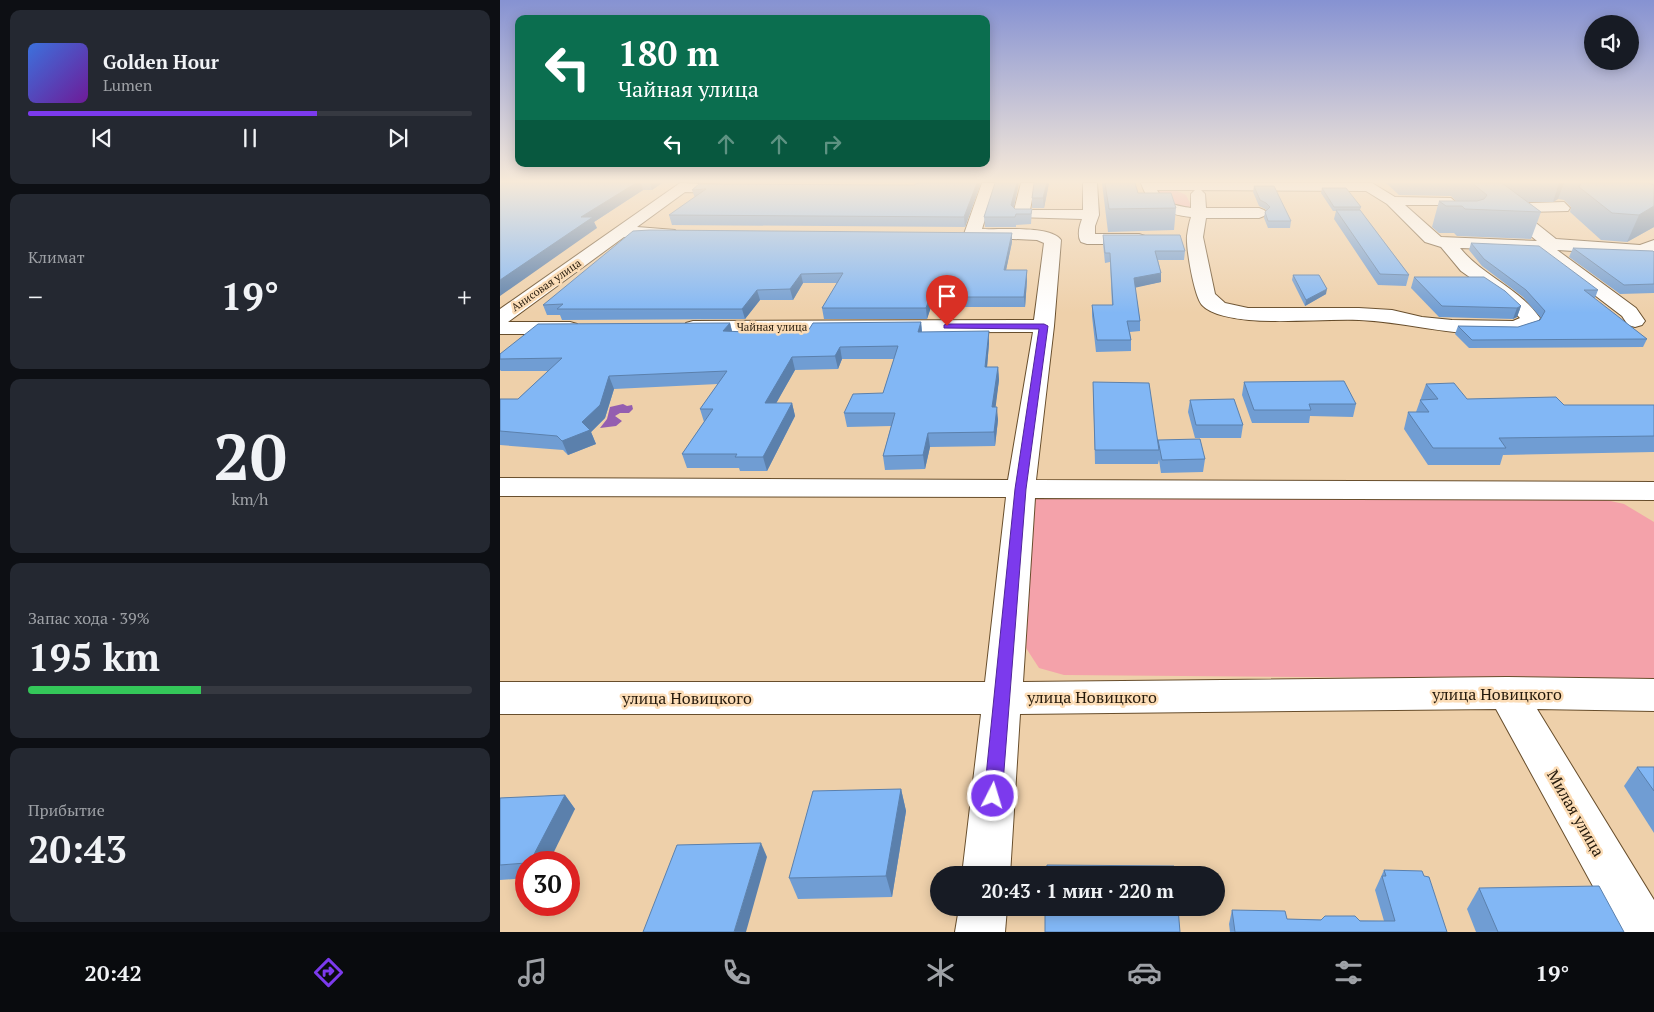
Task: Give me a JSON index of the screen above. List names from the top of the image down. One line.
{"streets":{"street":["Анисовая улица","Чайная улица","улица Новицкого","Милая улица"]},"crossings":[["улица Новицкого","Милая улица"]],"page":{"turn":["180 m","Чайная улица"],"song":["Golden Hour","Lumen"],"tile":["Климат",["20","km/h"],["Запас хода · 39%","195 km"],["Прибытие","20:43"]],"heat":["−","19°","+"],"limit":"30","trip":"20:43 · 1 мин · 220 m","tabs":["20:42","19°"]}}
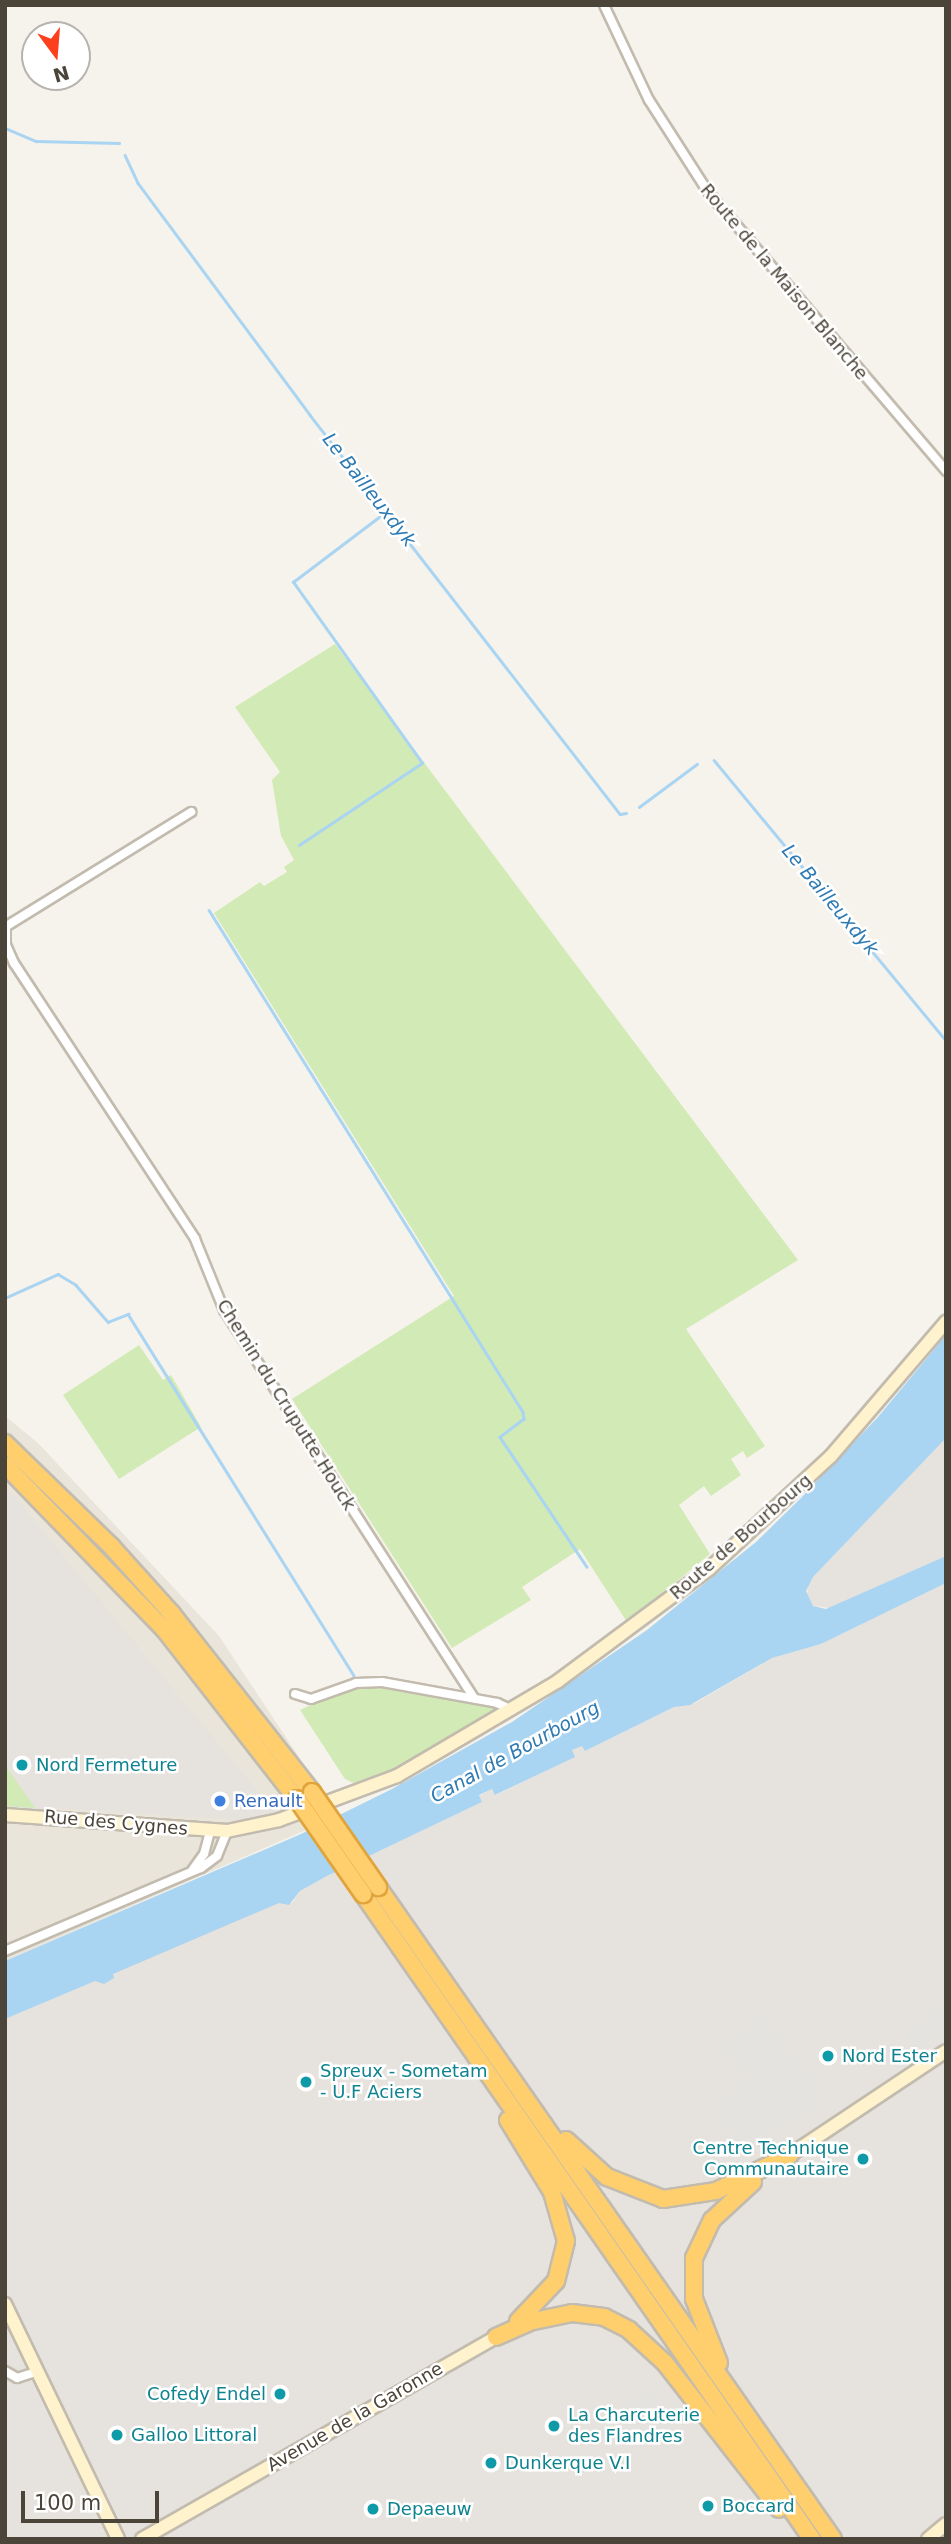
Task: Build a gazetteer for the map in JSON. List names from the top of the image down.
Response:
{
  "streets": {
    "main road": ["Route de Bourbourg", "Rue des Cygnes", "Avenue de la Garonne"],
    "street": ["Route de la Maison Blanche", "Chemin du Cruputte Houck"]
  },
  "crossings": [
    ["Route de Bourbourg", "Rue des Cygnes"]
  ],
  "water": ["Le Bailleuxdyk", "Canal de Bourbourg"],
  "places": [
    "Nord Fermeture",
    "Renault",
    "Nord Ester",
    "Spreux - Sometam - U.F Aciers",
    "Centre Technique Communautaire",
    "Cofedy Endel",
    "La Charcuterie des Flandres",
    "Galloo Littoral",
    "Dunkerque V.I",
    "Boccard",
    "Depaeuw"
  ],
  "scale_bar": "100 m",
  "north": "bottom"
}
********************
■ **Problem to solve**: Write out the records word for word. Pictures stay out.

■ **Solution for this problem**:
Task: Give me a JSON index of the screen above. List names from the top of the image down. One line.
{"streets":{"street":["Анисовая улица","Чайная улица","улица Новицкого","Милая улица"]},"crossings":[["улица Новицкого","Милая улица"]],"page":{"turn":["180 m","Чайная улица"],"song":["Golden Hour","Lumen"],"tile":["Климат",["20","km/h"],["Запас хода · 39%","195 km"],["Прибытие","20:43"]],"heat":["−","19°","+"],"limit":"30","trip":"20:43 · 1 мин · 220 m","tabs":["20:42","19°"]}}
Task: Build a gazetteer for the map in JSON. List names from the top of the image down.
Response:
{
  "streets": {
    "main road": ["Route de Bourbourg", "Rue des Cygnes", "Avenue de la Garonne"],
    "street": ["Route de la Maison Blanche", "Chemin du Cruputte Houck"]
  },
  "crossings": [
    ["Route de Bourbourg", "Rue des Cygnes"]
  ],
  "water": ["Le Bailleuxdyk", "Canal de Bourbourg"],
  "places": [
    "Nord Fermeture",
    "Renault",
    "Nord Ester",
    "Spreux - Sometam - U.F Aciers",
    "Centre Technique Communautaire",
    "Cofedy Endel",
    "La Charcuterie des Flandres",
    "Galloo Littoral",
    "Dunkerque V.I",
    "Boccard",
    "Depaeuw"
  ],
  "scale_bar": "100 m",
  "north": "bottom"
}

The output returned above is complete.